• **AIM OF THE EXERCISE**:
Report every line from the following entries that contains the string "Square".
______________________________
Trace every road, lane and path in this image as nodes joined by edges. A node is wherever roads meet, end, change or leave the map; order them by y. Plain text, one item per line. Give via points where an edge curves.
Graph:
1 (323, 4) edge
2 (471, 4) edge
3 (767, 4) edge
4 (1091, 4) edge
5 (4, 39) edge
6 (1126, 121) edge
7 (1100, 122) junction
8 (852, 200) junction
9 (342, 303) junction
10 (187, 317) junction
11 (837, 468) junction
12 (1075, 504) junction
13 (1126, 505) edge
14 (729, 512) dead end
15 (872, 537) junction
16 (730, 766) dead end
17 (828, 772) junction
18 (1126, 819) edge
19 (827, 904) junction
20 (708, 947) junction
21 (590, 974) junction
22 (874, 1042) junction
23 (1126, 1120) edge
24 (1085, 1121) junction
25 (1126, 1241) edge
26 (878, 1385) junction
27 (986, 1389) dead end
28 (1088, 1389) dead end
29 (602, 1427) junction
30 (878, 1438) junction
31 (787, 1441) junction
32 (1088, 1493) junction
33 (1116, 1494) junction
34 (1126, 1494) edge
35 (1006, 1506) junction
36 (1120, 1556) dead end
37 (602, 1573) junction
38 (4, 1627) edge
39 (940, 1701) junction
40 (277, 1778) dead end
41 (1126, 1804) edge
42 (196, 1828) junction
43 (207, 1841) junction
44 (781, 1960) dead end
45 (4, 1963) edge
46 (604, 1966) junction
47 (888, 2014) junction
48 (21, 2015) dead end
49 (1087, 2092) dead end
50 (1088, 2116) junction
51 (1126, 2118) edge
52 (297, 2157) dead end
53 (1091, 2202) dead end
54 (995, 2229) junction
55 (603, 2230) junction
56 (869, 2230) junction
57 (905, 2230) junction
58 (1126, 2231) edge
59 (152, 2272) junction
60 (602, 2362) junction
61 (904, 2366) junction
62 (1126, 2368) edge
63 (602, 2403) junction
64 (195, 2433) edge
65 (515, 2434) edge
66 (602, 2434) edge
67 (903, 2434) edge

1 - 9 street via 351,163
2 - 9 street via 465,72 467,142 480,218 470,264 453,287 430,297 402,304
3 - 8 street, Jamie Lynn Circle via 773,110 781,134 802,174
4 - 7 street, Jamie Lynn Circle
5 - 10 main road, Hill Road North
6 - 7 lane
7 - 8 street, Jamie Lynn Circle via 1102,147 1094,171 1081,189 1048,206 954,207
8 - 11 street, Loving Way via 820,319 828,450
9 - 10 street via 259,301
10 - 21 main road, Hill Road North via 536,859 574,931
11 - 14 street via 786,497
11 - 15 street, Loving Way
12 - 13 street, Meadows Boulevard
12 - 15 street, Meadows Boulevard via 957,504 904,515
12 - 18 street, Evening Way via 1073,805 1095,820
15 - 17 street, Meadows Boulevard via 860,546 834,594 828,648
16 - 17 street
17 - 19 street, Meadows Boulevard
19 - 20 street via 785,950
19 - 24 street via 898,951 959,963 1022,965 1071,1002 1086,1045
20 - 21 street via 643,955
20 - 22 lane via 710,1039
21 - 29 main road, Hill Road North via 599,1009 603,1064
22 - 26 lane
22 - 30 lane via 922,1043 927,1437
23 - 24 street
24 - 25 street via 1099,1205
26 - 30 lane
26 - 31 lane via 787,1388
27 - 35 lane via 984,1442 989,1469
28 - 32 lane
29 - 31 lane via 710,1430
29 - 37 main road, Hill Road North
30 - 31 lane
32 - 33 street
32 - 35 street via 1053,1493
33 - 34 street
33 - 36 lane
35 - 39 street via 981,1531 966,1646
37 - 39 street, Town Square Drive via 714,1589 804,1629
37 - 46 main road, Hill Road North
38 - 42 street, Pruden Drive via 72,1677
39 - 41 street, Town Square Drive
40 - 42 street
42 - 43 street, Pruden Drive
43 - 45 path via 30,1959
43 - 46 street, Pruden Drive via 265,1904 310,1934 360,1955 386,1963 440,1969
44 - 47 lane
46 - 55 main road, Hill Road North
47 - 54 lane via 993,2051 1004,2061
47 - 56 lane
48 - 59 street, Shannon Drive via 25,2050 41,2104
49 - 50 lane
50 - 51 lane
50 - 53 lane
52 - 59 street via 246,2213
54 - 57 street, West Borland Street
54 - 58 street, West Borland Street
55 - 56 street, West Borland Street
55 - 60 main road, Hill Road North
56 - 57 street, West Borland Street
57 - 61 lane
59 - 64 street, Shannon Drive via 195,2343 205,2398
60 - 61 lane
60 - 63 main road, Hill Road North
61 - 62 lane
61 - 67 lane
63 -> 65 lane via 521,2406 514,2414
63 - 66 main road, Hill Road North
______________________________
• **SOLUTION BELOW**:
37 - 39 street, Town Square Drive via 714,1589 804,1629
39 - 41 street, Town Square Drive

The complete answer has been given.